II. Application to this Case
Applying these principles here, I find that Cruz has failed to show a "fair and just reason" for allowing him to withdraw his guilty plea. Cruz's belated claim of innocence, and his allegation that the government had promised leniency for Santiago if Cruz pleaded guilty, directly contradict his sworn statements at the plea allocution. In addition, even if the government had made such a promise (which the government denies, see Government's Response to Defendant's Motion to Withdraw Guilty Plea (Dkt. #393) at 10), that would not invalidate Cruz's plea.

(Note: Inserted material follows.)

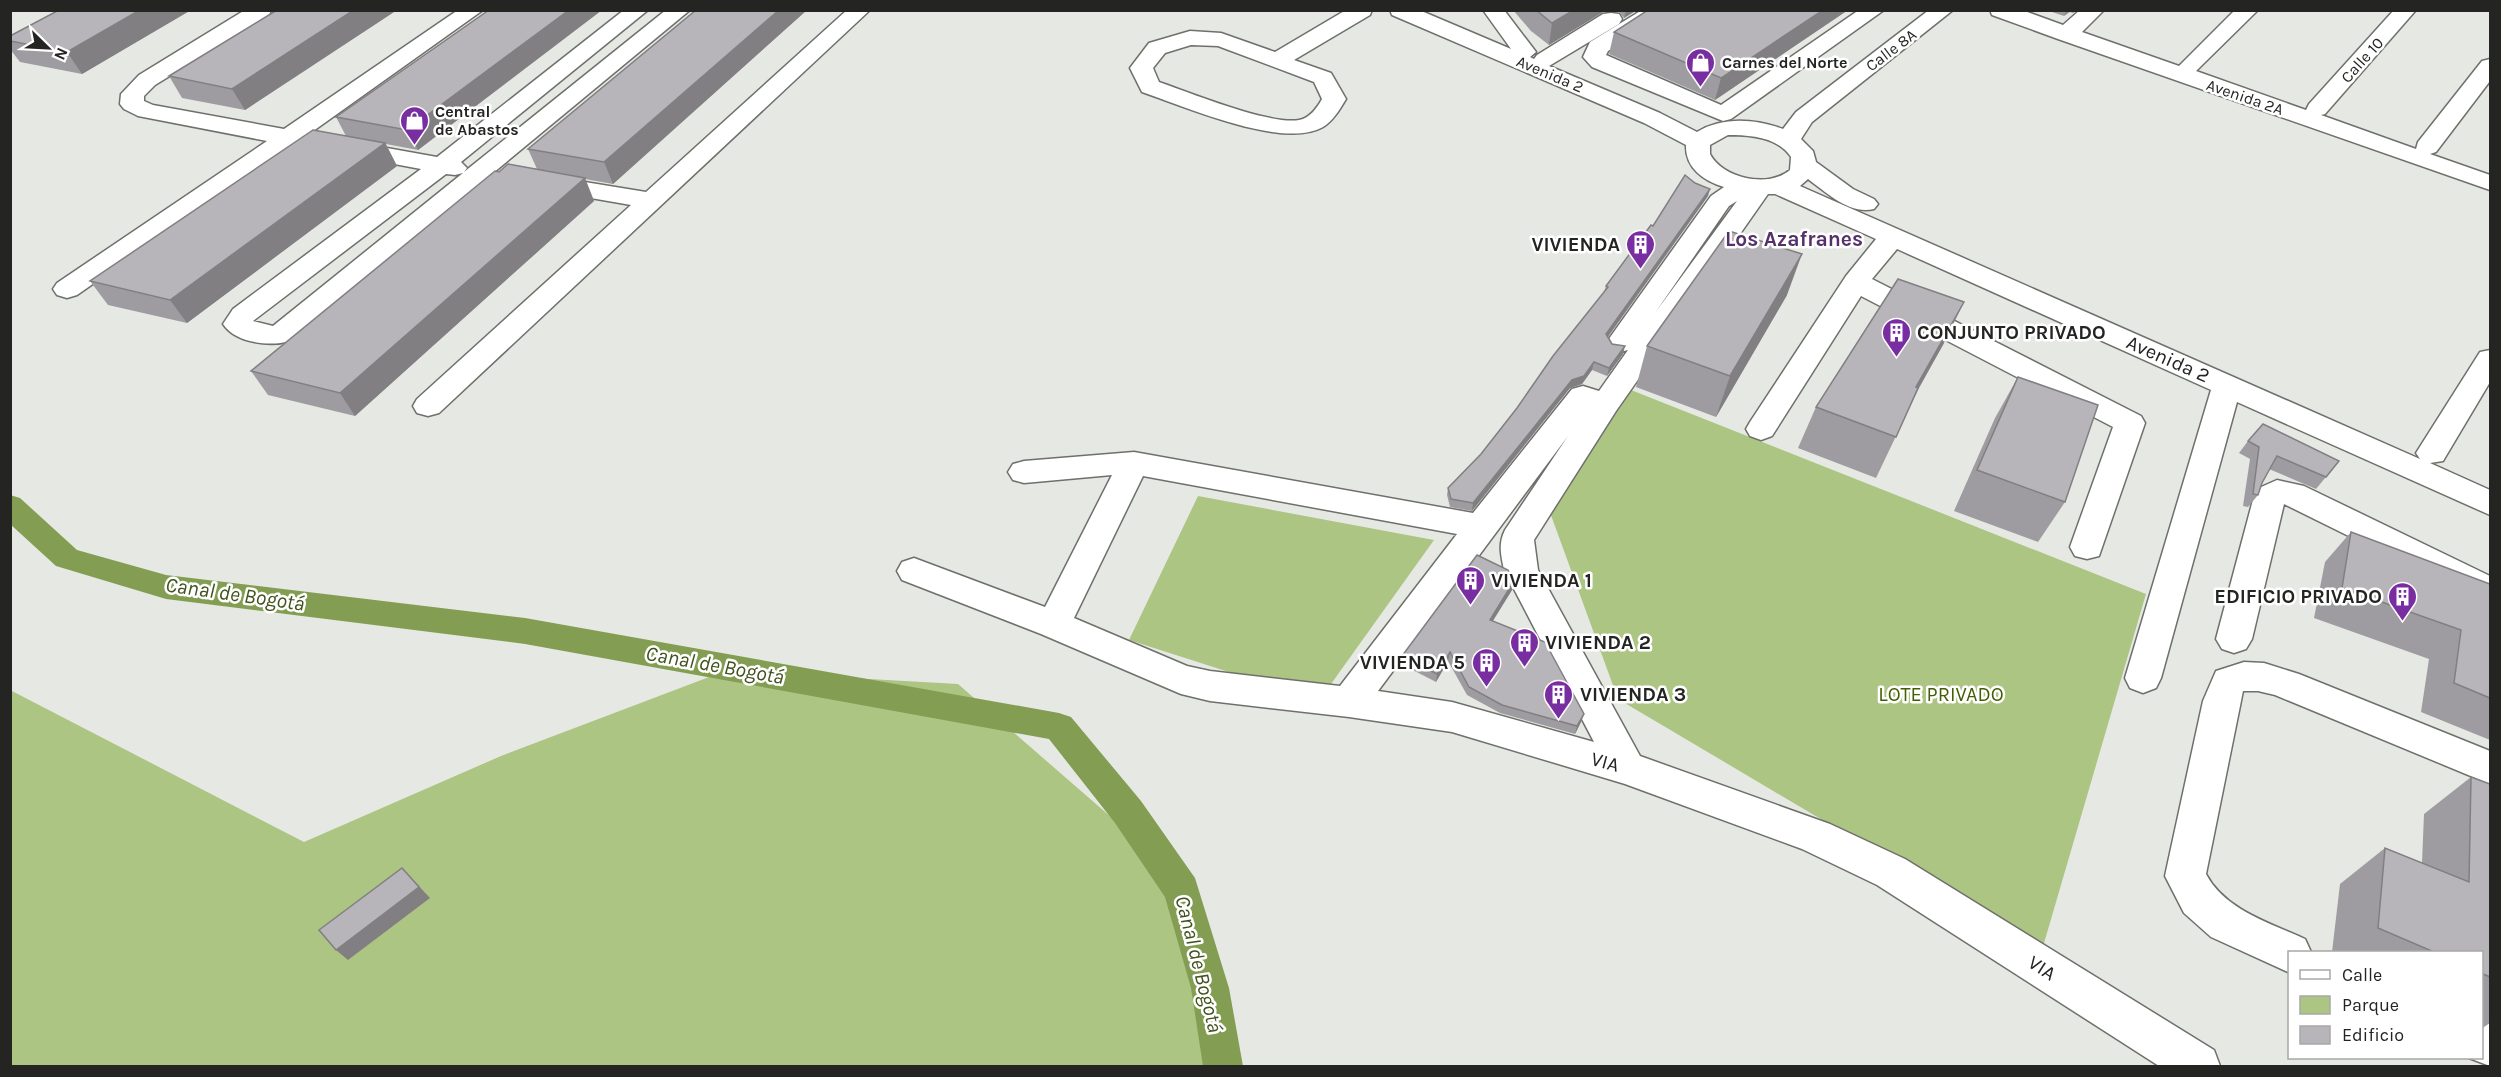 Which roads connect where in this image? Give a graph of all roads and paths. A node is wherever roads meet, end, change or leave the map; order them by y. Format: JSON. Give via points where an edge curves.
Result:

As stated, there is a strong presumption that a defendant's sworn statements at a plea proceeding are true. See United States v. Rosen, 409 F.3d 535, 549 (2d Cir. 2005) ("A guilty plea is an unconditional admission of guilt, and constitutes 'an admission of all the elements of a formal criminal charge.' As to those elements the plea is 'as conclusive as a jury verdict'") (quoting McCarthy v. United States, 394 U.S. 459, 466 (1969), and LaMagna v. United States, 646 F.2d 775, 778 (2d Cir.), cert. denied, 454 U.S. 898 (1981)).
Here, the Court went through the entire factual basis for the plea as set forth in the plea agreement, and asked Cruz if it was accurate. He responded that it was. Specifically, with respect to paragraphs 5(a), 5(b) and 5(c) of the plea agreement*fn2 , ...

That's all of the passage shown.